Carbide precipitation in welds of two-phase austenitic-ferritic stainless steel

Abstract

Transmission electron microscopy (TEM) and microanalytical chemistry were performed on sensitized samples of duplex welds that exhibited both skeletal ferrite microstructures and lath ferrite microstructures. The objective was to understand why welds with lath ferrite, contrary to a theoretical prediction, are not immune to sensitization. Most of the ferrite-austenite (α-γ) interphase boundaries in the welds with skeletal ferrite were curved and incoherent, while those in welds with lath ferrite were predominantly planar and semicoherent. The density of carbide precipitation on incoherent boundaries was much greater than that on semicoherent boundaries.
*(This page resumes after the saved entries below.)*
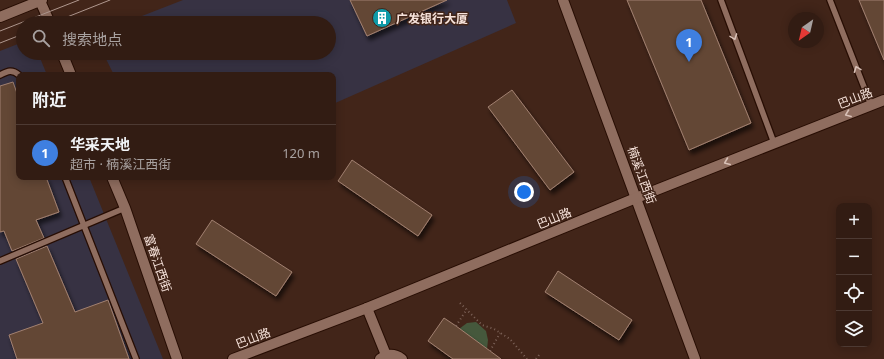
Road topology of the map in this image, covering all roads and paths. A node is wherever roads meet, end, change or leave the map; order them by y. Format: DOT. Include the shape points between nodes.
graph roads {
  1 [pos="41,0"];
  2 [pos="563,0"];
  3 [pos="721,0"];
  4 [pos="830,0"];
  5 [pos="47,16"];
  6 [pos="0,17"];
  7 [pos="65,60"];
  8 [pos="70,72"];
  9 [pos="16,73"];
  10 [pos="0,75"];
  11 [pos="884,100"];
  12 [pos="871,105"];
  13 [pos="774,143"];
  14 [pos="66,180"];
  15 [pos="113,180"];
  16 [pos="636,198"];
  17 [pos="125,208"];
  18 [pos="84,226"];
  19 [pos="0,261"];
  20 [pos="460,303"];
  21 [pos="367,308"];
  22 [pos="467,309"];
  23 [pos="456,326"];
  24 [pos="500,333"];
  25 [pos="490,351"];
  26 [pos="539,355"];
  27 [pos="383,357"];
  28 [pos="136,359"];
  29 [pos="177,359"];
  30 [pos="233,359"];
  31 [pos="402,359"];
  32 [pos="527,359"];
  33 [pos="536,359"];
  34 [pos="695,359"];
  1 -- 5 [label="street"];
  1 -- 6 [label="street"];
  2 -- 16 [label="street, 楠溪江西街"];
  3 -- 13 [label="lane, one-way"];
  12 -- 4 [label="lane, one-way"];
  7 -- 8 [label="street"];
  9 -- 10 [label="lane" via="9,71"];
  11 -- 12 [label="street, 巴山路"];
  12 -- 13 [label="street, 巴山路, one-way"];
  13 -- 16 [label="street, 巴山路, one-way"];
  14 -- 18 [label="lane"];
  15 -- 17 [label="street, 富春江西街"];
  16 -- 21 [label="street, 巴山路"];
  16 -- 34 [label="street, 楠溪江西街"];
  17 -- 18 [label="lane"];
  17 -- 29 [label="street, 富春江西街"];
  18 -- 19 [label="lane"];
  18 -- 28 [label="lane"];
  20 -- 22 [label="path"];
  21 -- 27 [label="street"];
  21 -- 30 [label="street, 巴山路"];
  22 -- 23 [label="path"];
  22 -- 24 [label="path" via="482,325"];
  24 -- 25 [label="path"];
  24 -- 32 [label="path" via="510,339"];
  26 -- 33 [label="path"];
  27 -- 31 [label="street" via="391,354"];
}
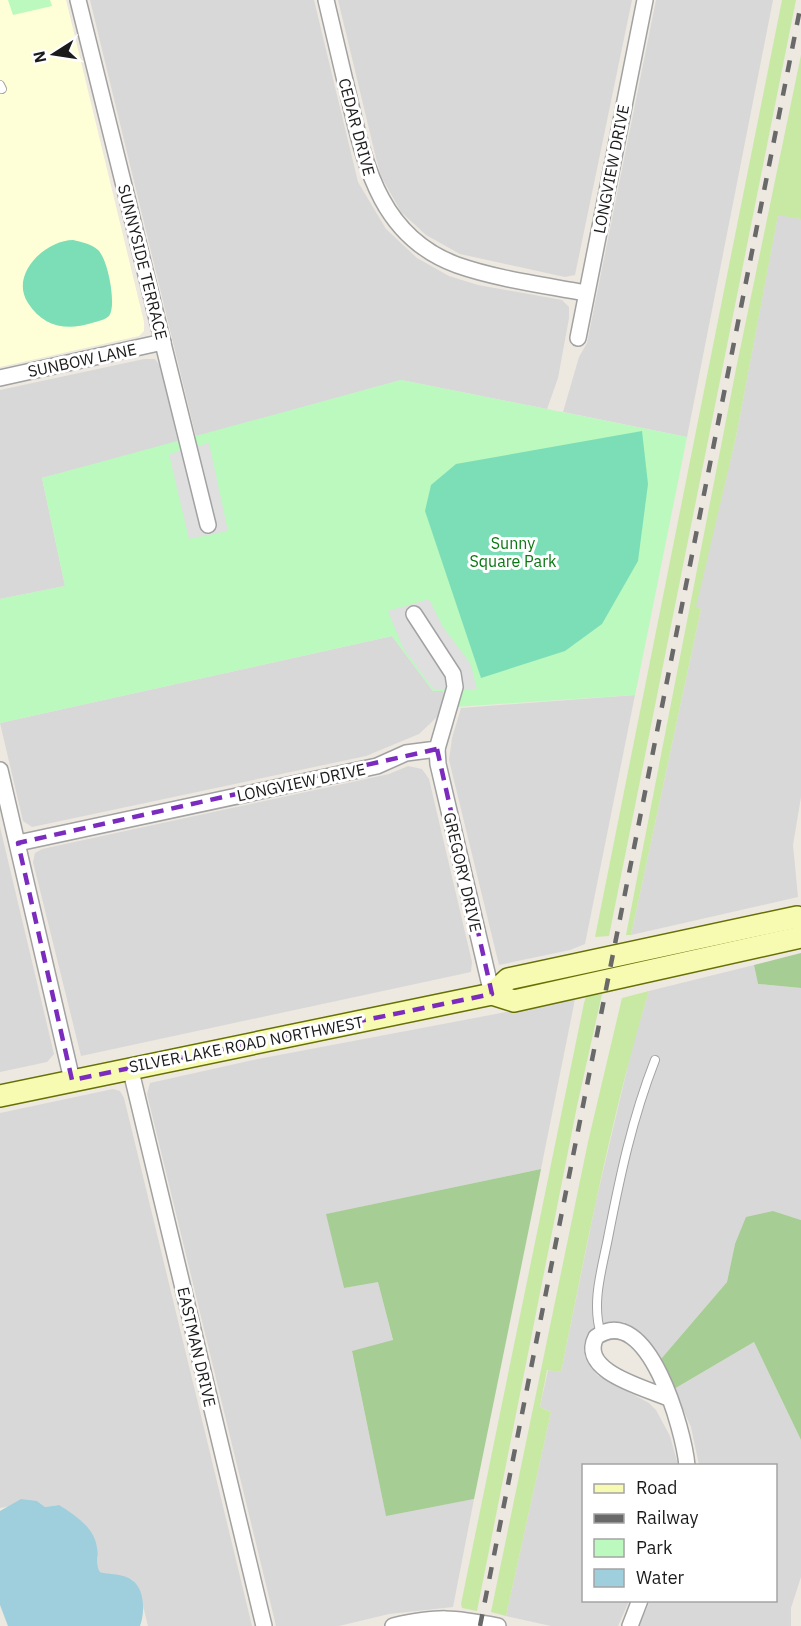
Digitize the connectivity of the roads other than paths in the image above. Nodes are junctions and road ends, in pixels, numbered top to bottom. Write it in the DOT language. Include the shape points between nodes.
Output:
graph roads {
  1 [pos="78,0"];
  2 [pos="326,0"];
  3 [pos="645,0"];
  4 [pos="585,293"];
  5 [pos="578,338"];
  6 [pos="163,342"];
  7 [pos="0,378"];
  8 [pos="207,525"];
  9 [pos="414,614"];
  10 [pos="437,749"];
  11 [pos="0,770"];
  12 [pos="18,843"];
  13 [pos="801,918"];
  14 [pos="801,937"];
  15 [pos="492,994"];
  16 [pos="655,1060"];
  17 [pos="130,1067"];
  18 [pos="72,1080"];
  19 [pos="0,1096"];
  20 [pos="601,1334"];
  21 [pos="668,1398"];
  22 [pos="687,1464"];
  23 [pos="639,1602"];
  24 [pos="264,1626"];
  25 [pos="393,1626"];
  26 [pos="498,1626"];
  27 [pos="630,1626"];
  1 -- 6 [label="street, SUNNYSIDE TERRACE"];
  2 -- 4 [label="street, CEDAR DRIVE" via="364,160 375,190 401,227 431,253 456,264"];
  3 -- 4 [label="street, LONGVIEW DRIVE"];
  4 -- 5 [label="street, LONGVIEW DRIVE"];
  6 -- 7 [label="street, SUNBOW LANE"];
  6 -- 8 [label="street, SUNNYSIDE TERRACE"];
  9 -- 10 [label="street" via="453,674 455,687"];
  10 -- 12 [label="street, LONGVIEW DRIVE" via="406,753 377,766"];
  10 -- 15 [label="street, GREGORY DRIVE"];
  11 -- 12 [label="street"];
  12 -- 18 [label="street"];
  13 -- 15 [label="main road, SILVER LAKE ROAD NORTHWEST" via="508,979"];
  14 -- 15 [label="main road, SILVER LAKE ROAD NORTHWEST" via="514,1001"];
  15 -- 17 [label="main road, SILVER LAKE ROAD NORTHWEST"];
  16 -- 20 [label="lane" via="633,1119 619,1179 599,1284 597,1314"];
  17 -- 18 [label="main road, SILVER LAKE ROAD NORTHWEST"];
  17 -- 24 [label="street, EASTMAN DRIVE"];
  18 -- 19 [label="main road, SILVER LAKE ROAD NORTHWEST"];
  20 -- 21 [label="street" via="626,1332 639,1340"];
  20 -- 21 [label="street" via="593,1344 598,1365"];
  21 -- 22 [label="street" via="682,1436"];
  23 -- 27 [label="street"];
  25 -- 26 [label="street" via="439,1617"];
}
Carbide precipitates on incoherent boundaries were typically equiaxed, while those on semicoherent boundaries had very high aspect ratios and appeared to form along ledges in the interphase boundary. During sensitizing heat treatments, the chromium-depleted zone on the ferrite side of the interphase region transformed to austenite, causing the α-γ interphase boundary to move into the ferrite region. This markedly increased the width of the chromium-depleted zone in the austenite phase and extended the time of heat treatment required to replenish the zone with chromium. It is proposed that migration of the α-γ interphase boundary, which occurs to a much greater extent in the welds with lath ferrite, is responsible for their unexpected susceptibility to sensitization at 550°C.